Milk Price Tracker: September sees third month of consecutive cuts

The latest Milk Price Tracker - brought to you by Agriland and the Irish Creamery Milk Suppliers’ Association (ICMSA) - details milk prices from the most significant Irish dairy co-ops for the month of September.

The co-ops within the Milk Price Tracker are ranked from highest to lowest price for base milk price only.

It is important to note that the cent-per-litre (c/L) milk prices shown in the table below are calculated using the widely accepted milk pricing system.

The conversion factor used is 1.03, which means that 1L of milk corresponds to 1.03kg of milk.

It is Agriland and ICMSA policy not to include support payments, bonuses, or additional payments in the calculation of the base milk price.

September Milk Price Tracker

The worrying trend of falling prices continues as every cooperative has dropped base milk price for September supplies by significant volumes.

This is the third consecutive month of cuts across the board from the co-ops, except for Arrabawn Tipperary and Strathroy, who did not cut their prices for July supplies.

The biggest slashes in milk price came from Centenary and Tirlán, who both took 4.00c/L off their base milk price.

Both of these co-ops also slashed their base price by 2.50c/L last month, putting them in the bottom three in terms of base milk price being paid.

Dairygold delivered another significant price cut this month of 3.75c/L, following last month's drop of 3.00c/L. This leaves the co-op at the bottom of the table, a position it has held for five consecutive months now.

In last month's tracker, any cuts over 2.00c/L were considered significant, and now this month every single co-op has cut prices by over 2c/L, a sight that has not being seen since 2023.

Lisavaird had the biggest jump in the table, moving up four places to secure the highest milk price paid out of all the co-ops for the month of September.

On the other hand, Strathroy, Aurivo, and Lakeland Dairies all fell five places, knocking them well out of the top three.

The co-ops continue to say that the reasoning for these falling milk prices is down to increased global supplies, and the international decline in butter and cheese prices.

On top of this, the latest results on the Global Dairy Trade (GDT) show a continued drop in the index figure, which as of last Tuesday (October 21), had dropped a further 1.4%, bringing the price per metric tonne (mt) of product sold to €3,351.

This has worried many farmers, as the trajectory does not look promising, with some sources even suggesting the prices could drop below production costs.

This continues to worry liquid milk suppliers.

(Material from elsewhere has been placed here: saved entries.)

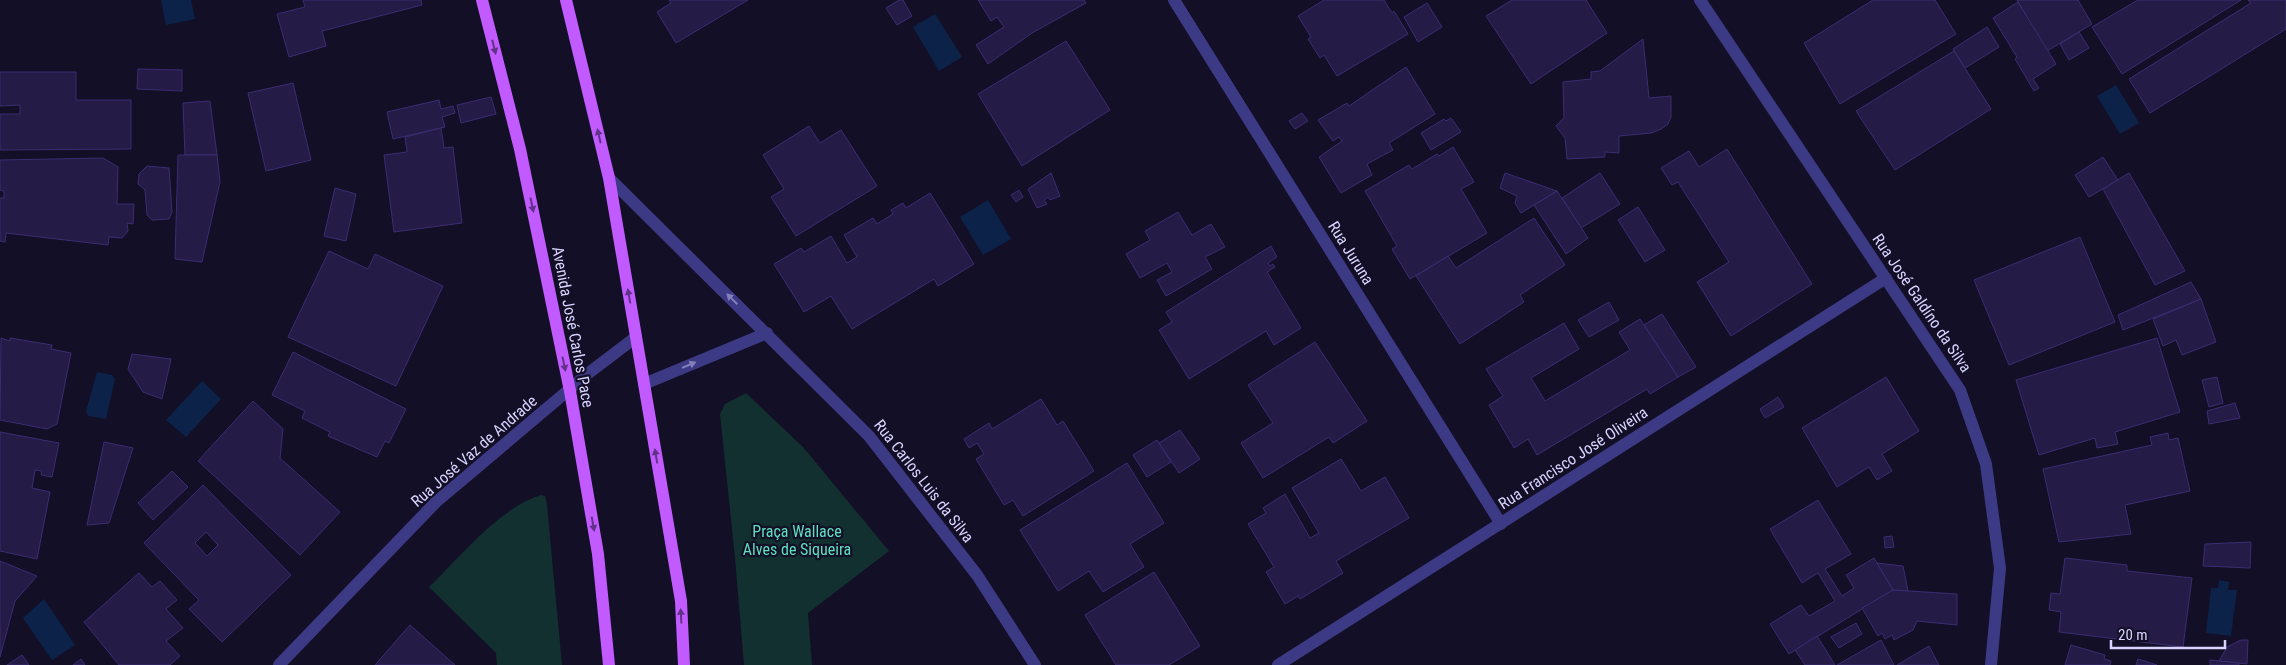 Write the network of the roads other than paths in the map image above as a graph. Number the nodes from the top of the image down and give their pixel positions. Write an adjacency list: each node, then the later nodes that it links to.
1 (482, 0): 10 (main road, Avenida José Carlos Pace, one-way to 10)
2 (566, 0): 5 (main road, one-way to 2)
3 (1174, 0): 11 (street, Rua Juruna)
4 (1700, 0): 6 (street, Rua José Galdíno da Silva)
5 (609, 178): 7 (street, Rua Carlos Luis da Silva, one-way to 5); 8 (main road, one-way to 5)
6 (1886, 278): 11 (street, Rua Francisco José Oliveira); 17 (street, Rua José Galdíno da Silva)
7 (767, 333): 9 (street, one-way to 7); 15 (street, Rua Carlos Luis da Silva)
8 (636, 336): 9 (main road); 10 (street, Rua José Vaz de Andrade)
9 (644, 384): 14 (main road, one-way to 9)
10 (570, 391): 12 (street, Rua José Vaz de Andrade); 13 (main road, Avenida José Carlos Pace, one-way to 13)
11 (1501, 524): 16 (street, Rua Francisco José Oliveira)
12 (280, 665)
13 (608, 665)
14 (684, 665)
15 (1035, 665)
16 (1278, 665)
17 (1991, 665) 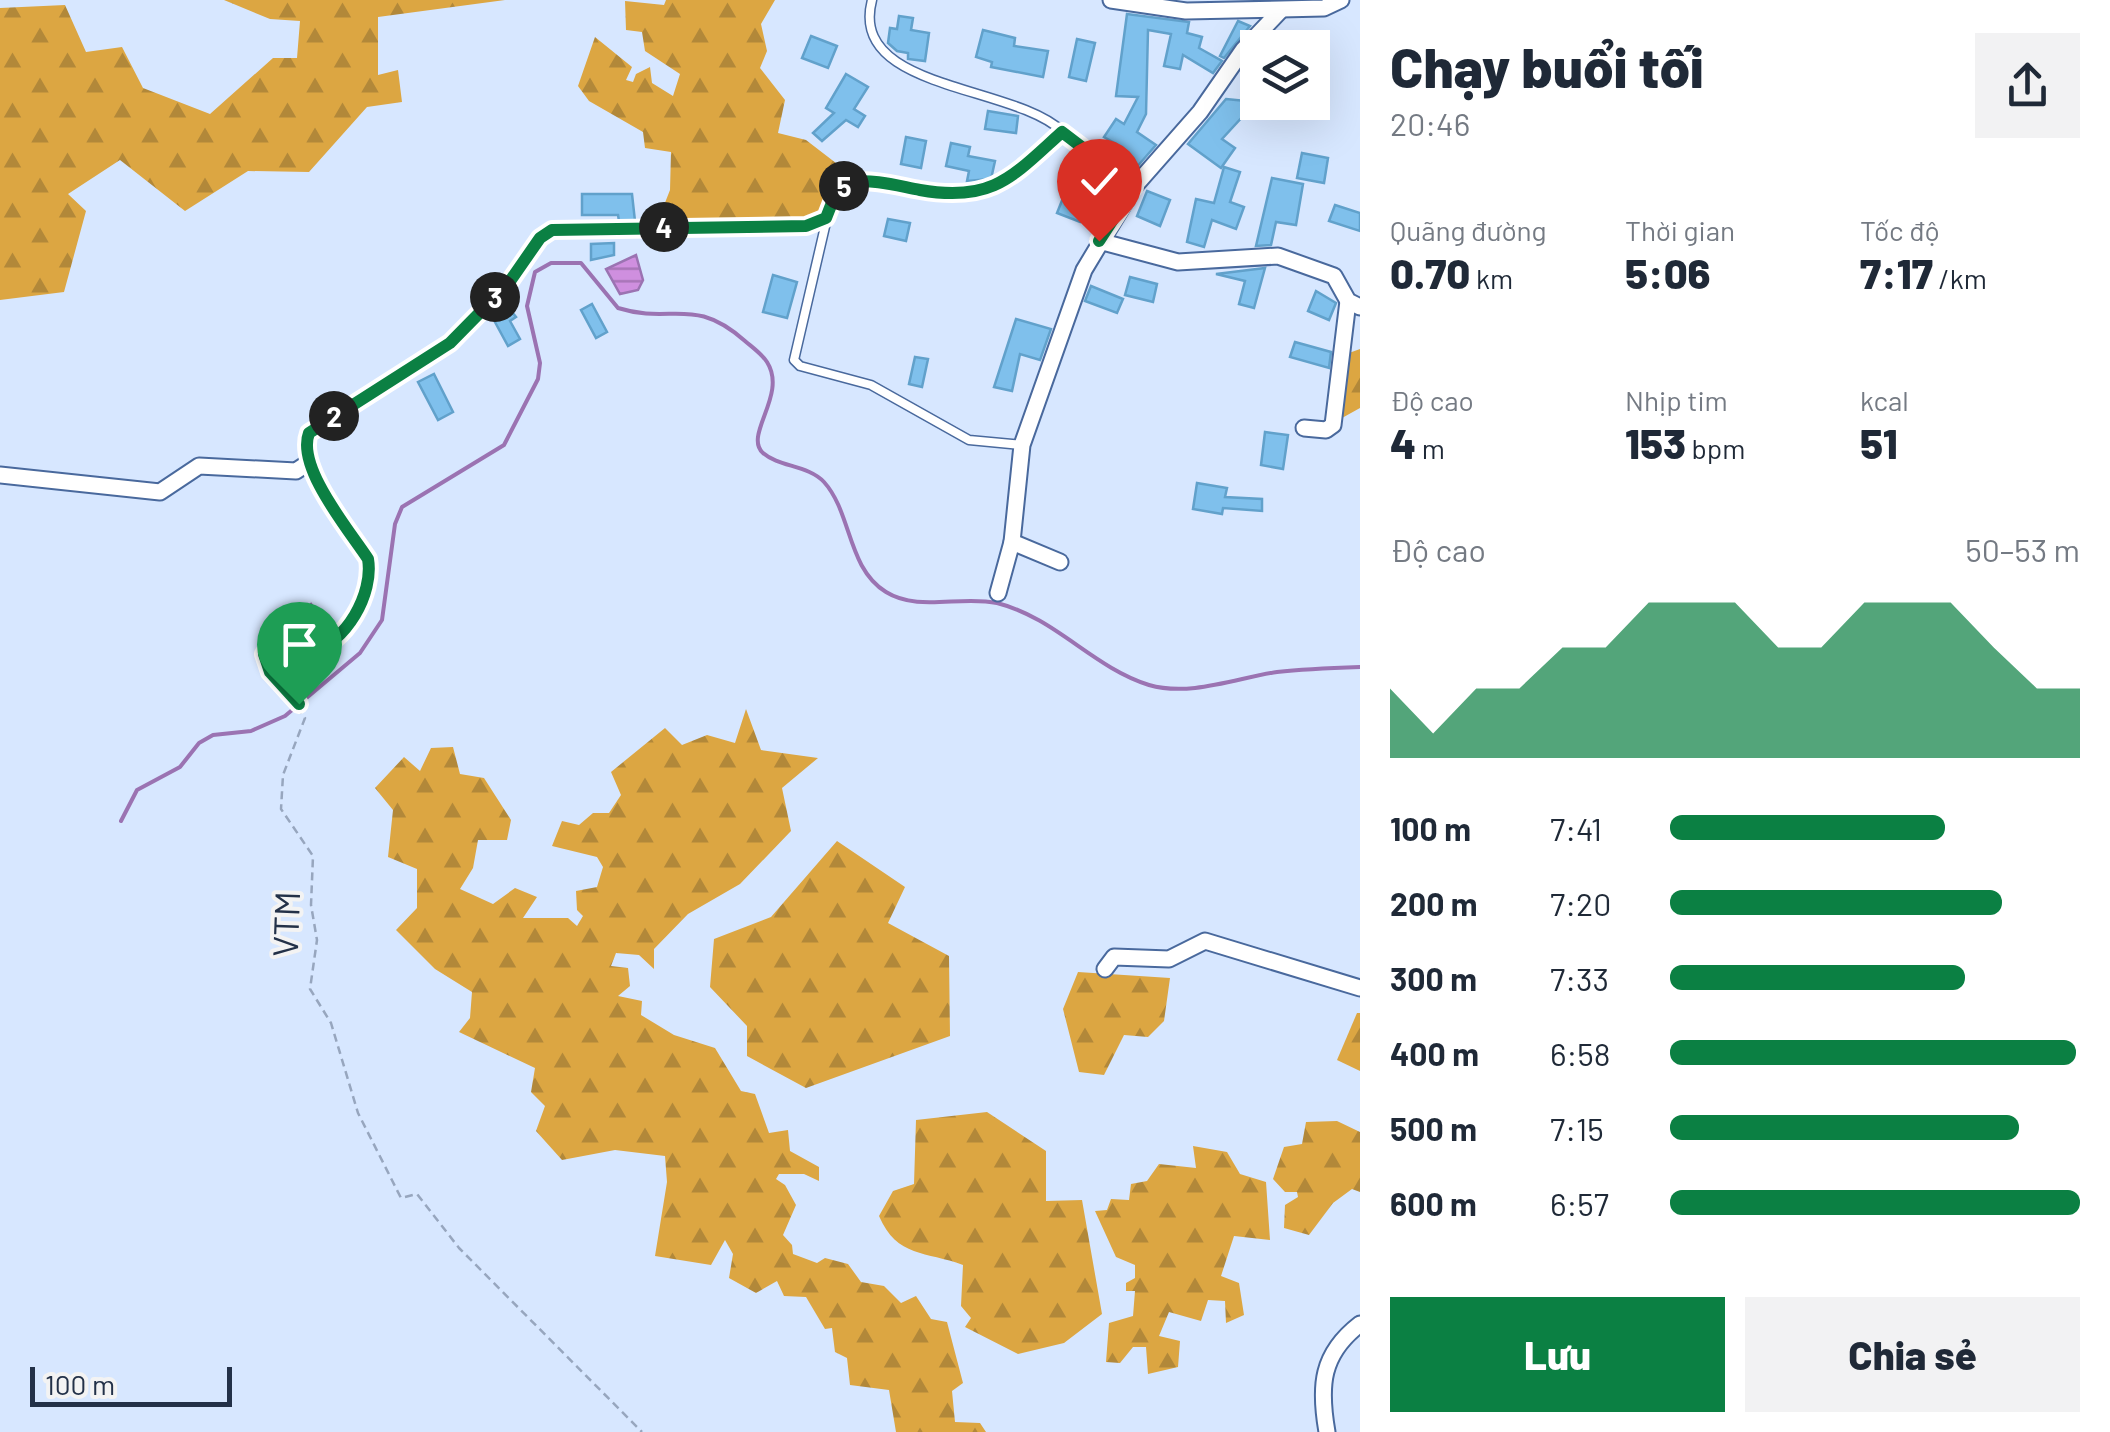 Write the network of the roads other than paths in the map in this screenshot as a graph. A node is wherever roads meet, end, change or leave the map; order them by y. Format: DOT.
graph roads {
  1 [pos="872,0"];
  2 [pos="1111,0"];
  3 [pos="1341,0"];
  4 [pos="1280,11"];
  5 [pos="1062,132"];
  6 [pos="1134,187"];
  7 [pos="826,218"];
  8 [pos="1099,241"];
  9 [pos="1354,304"];
  10 [pos="1304,428"];
  11 [pos="1022,445"];
  12 [pos="308,464"];
  13 [pos="0,475"];
  14 [pos="1012,542"];
  15 [pos="1060,562"];
  16 [pos="998,593"];
  17 [pos="1105,968"];
  18 [pos="1360,988"];
  19 [pos="1360,1324"];
  20 [pos="1327,1432"];
  1 -- 5 [label="lane"];
  2 -- 4 [label="street"];
  3 -- 4 [label="street"];
  4 -- 6 [label="street"];
  5 -- 6 [label="lane"];
  5 -- 7 [label="lane"];
  6 -- 8 [label="street"];
  7 -- 11 [label="lane"];
  7 -- 12 [label="lane"];
  8 -- 9 [label="street"];
  8 -- 11 [label="street"];
  9 -- 10 [label="street"];
  11 -- 14 [label="street"];
  12 -- 13 [label="street"];
  14 -- 15 [label="street"];
  14 -- 16 [label="street"];
  17 -- 18 [label="street"];
  19 -- 20 [label="street"];
}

With winter milking being a costly system, they hope to be paid a premium price for those extra costs.

The Irish Farmers Association (IFA) recently highlighted the pressure being put on these suppliers, saying these cuts paired with on-going price wars in supermarkets could potentially put an end to all-year-round processors.

August bonuses and penalties

Further details of bonuses and penalties for the Milk Price Tracker can be found by clicking here.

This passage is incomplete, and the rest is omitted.